● **Exercise prompt**
Leaving the pictures aside, repeat each line below exactly.
Top of Input for this task
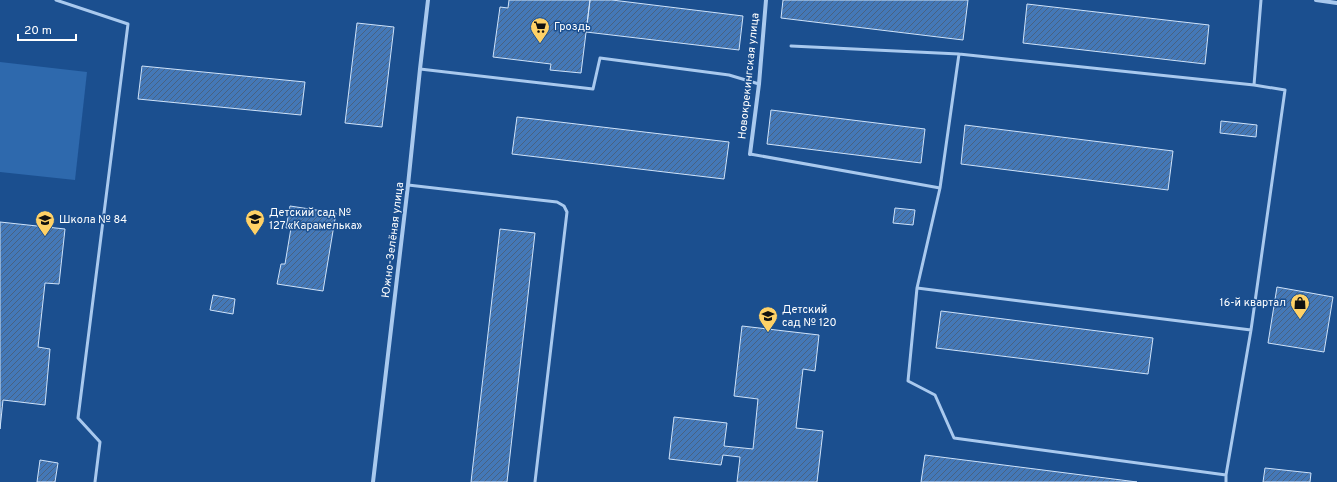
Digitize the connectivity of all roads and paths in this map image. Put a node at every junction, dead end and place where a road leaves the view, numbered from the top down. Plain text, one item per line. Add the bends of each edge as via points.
1 (56, 0) edge
2 (428, 0) edge
3 (766, 0) edge
4 (1261, 0) edge
5 (1316, 0) edge
6 (1337, 3) edge
7 (791, 46) dead end
8 (959, 54) junction
9 (420, 69) junction
10 (759, 84) junction
11 (1254, 85) junction
12 (750, 154) joint
13 (408, 185) junction
14 (940, 188) junction
15 (917, 288) junction
16 (1251, 330) junction
17 (1226, 475) junction
18 (95, 482) edge
19 (373, 482) edge
20 (535, 482) edge
21 (1226, 482) edge

1 - 18 lane via 128,24 78,418 100,442
2 - 9 street, Южно-Зелёная улица
3 - 10 street, Новокрекингская улица
4 - 11 lane
5 - 6 street
7 - 8 lane
8 - 11 lane
8 - 14 lane
9 - 10 lane via 593,89 600,58 729,75
9 - 13 street, Южно-Зелёная улица
10 - 12 street, Новокрекингская улица
11 - 16 lane via 1285,90
12 - 14 lane
13 - 19 street, Южно-Зелёная улица
13 - 20 lane via 557,202 564,206 567,212
14 - 15 lane
15 - 16 lane
15 - 17 lane via 908,381 935,395 954,438
16 - 17 lane
17 - 21 lane

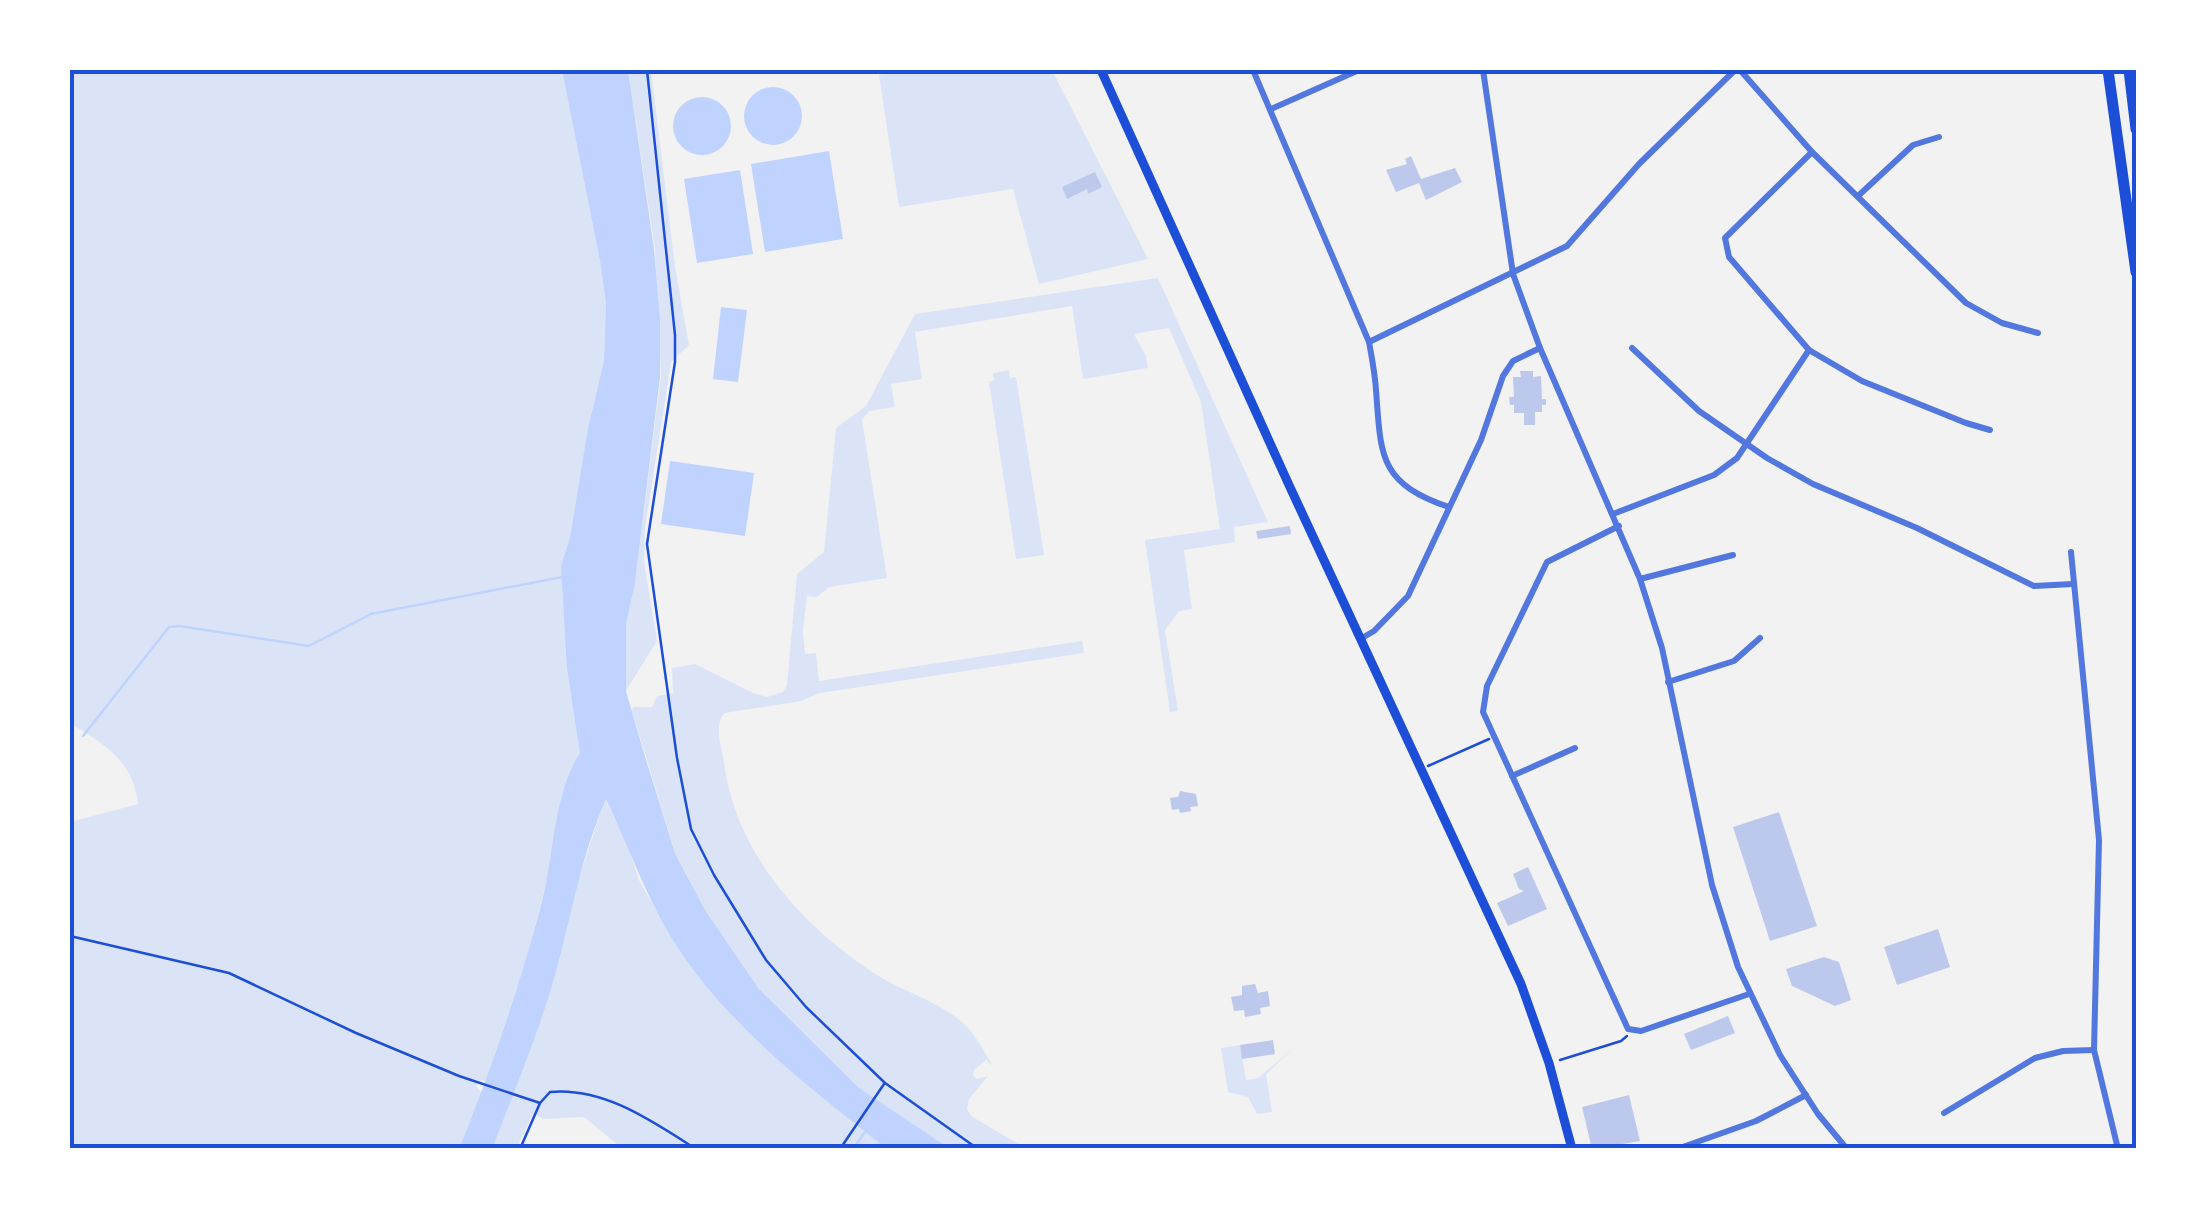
Bottom of Input for this task
● **Response**
Digitize the connectivity of all roads and paths in this map image. Put a node at every junction, dead end and place where a road leaves the view, numbered from the top down. Plain text, one item per line. Add the bends of each edge as via points.
1 (56, 0) edge
2 (428, 0) edge
3 (766, 0) edge
4 (1261, 0) edge
5 (1316, 0) edge
6 (1337, 3) edge
7 (791, 46) dead end
8 (959, 54) junction
9 (420, 69) junction
10 (759, 84) junction
11 (1254, 85) junction
12 (750, 154) joint
13 (408, 185) junction
14 (940, 188) junction
15 (917, 288) junction
16 (1251, 330) junction
17 (1226, 475) junction
18 (95, 482) edge
19 (373, 482) edge
20 (535, 482) edge
21 (1226, 482) edge

1 - 18 lane via 128,24 78,418 100,442
2 - 9 street, Южно-Зелёная улица
3 - 10 street, Новокрекингская улица
4 - 11 lane
5 - 6 street
7 - 8 lane
8 - 11 lane
8 - 14 lane
9 - 10 lane via 593,89 600,58 729,75
9 - 13 street, Южно-Зелёная улица
10 - 12 street, Новокрекингская улица
11 - 16 lane via 1285,90
12 - 14 lane
13 - 19 street, Южно-Зелёная улица
13 - 20 lane via 557,202 564,206 567,212
14 - 15 lane
15 - 16 lane
15 - 17 lane via 908,381 935,395 954,438
16 - 17 lane
17 - 21 lane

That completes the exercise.